The agreement required Iowa’s Best to “discontinue any further legal action” against Pirrone, Lee, BWT and UCS unless the agreement was prospectively breached. The agreement obligated Redenius and Iowa’s Best to keep confidential the details of their relationship with Pirrone, Lee, BWT and UCS and to share with . . . Dennis Lee, ALL information that [they] have including details of ALL conversations [they] have had with any and ALL third parties that has (sic) caused you to lose faith in our relationship and share all pertinent information in detail on any discussions [they] may have had with any Attorney General from any state relating to Dennis Lee or any of the above named companies, persons, or entities.

This August 12 agreement further obligated Redenius and Iowa’s Best to provide a list of names or entities of such “third parties” after they received payment in full under the August 12 agreement.

After receiving two installment payments, Redenius and Iowa’s Best delivered the third group of registrations to Lee. On October 29, 2002, Lee informed Redenius by letter that he was withholding the third installment payment because the August 12 agreement obligated Redenius to provide a deposition prior to receiving the third and final installment payment. Contending the deposition requirement was not part of the August 12 agreement, and noting that the time for the third installment payment had lapsed, Iowa’s Best amended its original petition to allege breach of the August 12 agreement.

After amending its petition, Iowa’s Best filed a motion for summary judgment on its claim for breach of the August 12 agreement. Lee filed a resistance.[3] The district court granted the motion against Lee noting that “Redenius is not obligated to provide information until after [the third installment] payment is made. Defendants are therefore in breach of the settlement contract because of their failure to make the third installment payment.” From this grant Lee, BWT, and UCS now appeal, contending a genuine issue of material fact exists with regard to whether the parties to the August 12 agreement intended the agreement to be a settlement. Lee further contends that separate fact issues exist as to whether and by whom the August 12 agreement was breached. Because BWT and UCS have failed to preserve error,[4] we limit our review to Lee’s claims of error.

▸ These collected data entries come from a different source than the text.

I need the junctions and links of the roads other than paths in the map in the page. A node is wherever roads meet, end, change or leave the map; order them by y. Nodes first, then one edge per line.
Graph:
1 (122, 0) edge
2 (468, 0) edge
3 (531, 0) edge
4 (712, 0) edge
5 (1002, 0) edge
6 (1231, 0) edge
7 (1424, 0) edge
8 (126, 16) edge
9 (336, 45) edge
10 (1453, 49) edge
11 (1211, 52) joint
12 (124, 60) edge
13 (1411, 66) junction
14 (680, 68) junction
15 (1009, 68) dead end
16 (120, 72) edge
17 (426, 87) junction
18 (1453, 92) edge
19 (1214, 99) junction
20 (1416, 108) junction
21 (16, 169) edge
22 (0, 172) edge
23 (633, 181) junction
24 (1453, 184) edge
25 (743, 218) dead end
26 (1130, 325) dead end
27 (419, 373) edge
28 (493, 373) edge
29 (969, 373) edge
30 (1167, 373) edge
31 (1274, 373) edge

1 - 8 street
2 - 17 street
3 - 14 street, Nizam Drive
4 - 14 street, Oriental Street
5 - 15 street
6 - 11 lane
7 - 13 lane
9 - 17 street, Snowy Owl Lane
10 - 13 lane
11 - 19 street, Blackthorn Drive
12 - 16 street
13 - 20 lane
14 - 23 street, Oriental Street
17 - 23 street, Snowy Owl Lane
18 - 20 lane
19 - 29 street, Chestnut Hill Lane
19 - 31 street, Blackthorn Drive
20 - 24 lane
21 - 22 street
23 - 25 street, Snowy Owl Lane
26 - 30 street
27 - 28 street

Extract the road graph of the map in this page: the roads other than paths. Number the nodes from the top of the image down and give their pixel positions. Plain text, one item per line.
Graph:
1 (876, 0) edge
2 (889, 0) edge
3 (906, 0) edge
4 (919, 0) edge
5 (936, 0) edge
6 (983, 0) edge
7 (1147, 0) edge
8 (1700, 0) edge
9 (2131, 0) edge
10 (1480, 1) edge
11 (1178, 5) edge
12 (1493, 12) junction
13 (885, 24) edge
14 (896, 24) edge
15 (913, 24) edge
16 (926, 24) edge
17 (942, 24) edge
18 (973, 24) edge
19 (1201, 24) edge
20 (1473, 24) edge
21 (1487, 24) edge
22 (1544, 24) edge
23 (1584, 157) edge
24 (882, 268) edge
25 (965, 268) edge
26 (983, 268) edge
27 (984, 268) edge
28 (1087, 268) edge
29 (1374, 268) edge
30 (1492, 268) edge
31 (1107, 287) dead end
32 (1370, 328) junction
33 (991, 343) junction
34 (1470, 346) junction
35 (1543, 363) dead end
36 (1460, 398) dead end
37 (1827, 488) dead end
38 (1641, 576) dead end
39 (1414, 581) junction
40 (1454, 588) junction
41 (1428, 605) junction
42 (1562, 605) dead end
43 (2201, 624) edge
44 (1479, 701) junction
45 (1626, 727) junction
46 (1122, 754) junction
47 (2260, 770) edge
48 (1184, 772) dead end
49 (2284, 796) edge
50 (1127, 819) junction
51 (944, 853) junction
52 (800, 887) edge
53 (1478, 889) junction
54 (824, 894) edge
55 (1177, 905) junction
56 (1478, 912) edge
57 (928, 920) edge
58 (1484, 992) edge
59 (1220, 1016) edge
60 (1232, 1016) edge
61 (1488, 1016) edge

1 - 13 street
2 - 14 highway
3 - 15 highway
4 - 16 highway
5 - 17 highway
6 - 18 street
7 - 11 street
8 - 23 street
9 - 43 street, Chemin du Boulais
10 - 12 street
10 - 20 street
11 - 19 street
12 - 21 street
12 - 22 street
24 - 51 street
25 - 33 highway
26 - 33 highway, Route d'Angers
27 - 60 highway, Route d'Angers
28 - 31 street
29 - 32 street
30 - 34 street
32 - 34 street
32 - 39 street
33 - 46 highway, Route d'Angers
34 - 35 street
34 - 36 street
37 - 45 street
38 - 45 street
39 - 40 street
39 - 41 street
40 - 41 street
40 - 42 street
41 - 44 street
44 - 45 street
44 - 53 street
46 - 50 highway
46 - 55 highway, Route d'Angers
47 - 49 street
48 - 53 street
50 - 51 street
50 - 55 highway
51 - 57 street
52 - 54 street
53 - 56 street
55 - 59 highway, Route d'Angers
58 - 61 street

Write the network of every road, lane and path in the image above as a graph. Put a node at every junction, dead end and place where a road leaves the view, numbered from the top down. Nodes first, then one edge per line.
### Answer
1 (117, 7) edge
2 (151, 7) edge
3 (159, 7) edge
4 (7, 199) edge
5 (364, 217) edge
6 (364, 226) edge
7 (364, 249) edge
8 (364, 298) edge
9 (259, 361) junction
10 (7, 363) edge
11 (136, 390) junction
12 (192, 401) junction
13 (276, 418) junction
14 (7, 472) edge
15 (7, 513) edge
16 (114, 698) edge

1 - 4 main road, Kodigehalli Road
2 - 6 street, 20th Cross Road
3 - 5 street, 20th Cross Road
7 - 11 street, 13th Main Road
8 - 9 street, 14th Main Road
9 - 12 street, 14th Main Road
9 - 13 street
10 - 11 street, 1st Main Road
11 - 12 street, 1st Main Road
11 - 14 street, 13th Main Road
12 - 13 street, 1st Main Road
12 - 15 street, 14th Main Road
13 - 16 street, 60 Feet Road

II. Scope and Standard of Review.

A ruling granting summary judgment is reviewed on appeal for correction of errors at law. Crippen v. City of Cedar Rapids, 618 N.W.2d 562, 565 (Iowa 2000). Summary judgment is only appropriate where no genuine issue of material fact presents itself in relation to a particular issue and the moving party is entitled to judgment as a matter of law. Iowa R. Civ. P. 1.981(3). A genuine fact issue exists where reasonable minds can differ on how the issue should be resolved. Northrup v. Farmland Indus. Inc., 372 N.W.2d 193, 195 (Iowa 1985). In assessing whether a fact issue exists precluding summary judgment, we review the entire record in a light most favorable to the non-moving party. Crippen, 618 N.W.2d at 565.

III. Discussion.

Lee contends on appeal that a genuine issue of material fact exists as to whether the parties intended the August 12, 2002, agreement to effectuate a settlement of their disputes or conceived it, as Lee contends, as an agreement to accomplish Lee’s repurchase of the three dealerships and the 20,020 registrations.[5] We are not convinced that these alternative characterizations of the August 12 agreement are of significance to the district court’s ruling or our decision on appeal. Lee cites no authority supporting a determination that summary judgment would be improper in this case if his characterization of the parties’ intent was credited by the court. The parties participated in drafting the agreement and signed it evidencing their intent to be bound. We therefore conclude Lee’s argument that summary judgment should have been withheld because of a claimed dispute about the proper characterization of the agreement is wholly without merit.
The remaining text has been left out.